• TRY IT
Write out the listing in full, matching it word for word.

........

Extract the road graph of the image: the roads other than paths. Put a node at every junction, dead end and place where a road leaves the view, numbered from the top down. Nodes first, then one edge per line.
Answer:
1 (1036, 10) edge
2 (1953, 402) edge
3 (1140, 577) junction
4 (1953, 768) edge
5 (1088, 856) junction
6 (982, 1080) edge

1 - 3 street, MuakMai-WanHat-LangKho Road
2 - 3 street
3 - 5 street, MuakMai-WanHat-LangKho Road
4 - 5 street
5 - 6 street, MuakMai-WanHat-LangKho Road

........

• RESPONSE TO THIS TASK
Extract the road graph of the image: the roads other than paths. Put a node at every junction, dead end and place where a road leaves the view, numbered from the top down. Nodes first, then one edge per line.
Answer:
1 (1036, 10) edge
2 (1953, 402) edge
3 (1140, 577) junction
4 (1953, 768) edge
5 (1088, 856) junction
6 (982, 1080) edge

1 - 3 street, MuakMai-WanHat-LangKho Road
2 - 3 street
3 - 5 street, MuakMai-WanHat-LangKho Road
4 - 5 street
5 - 6 street, MuakMai-WanHat-LangKho Road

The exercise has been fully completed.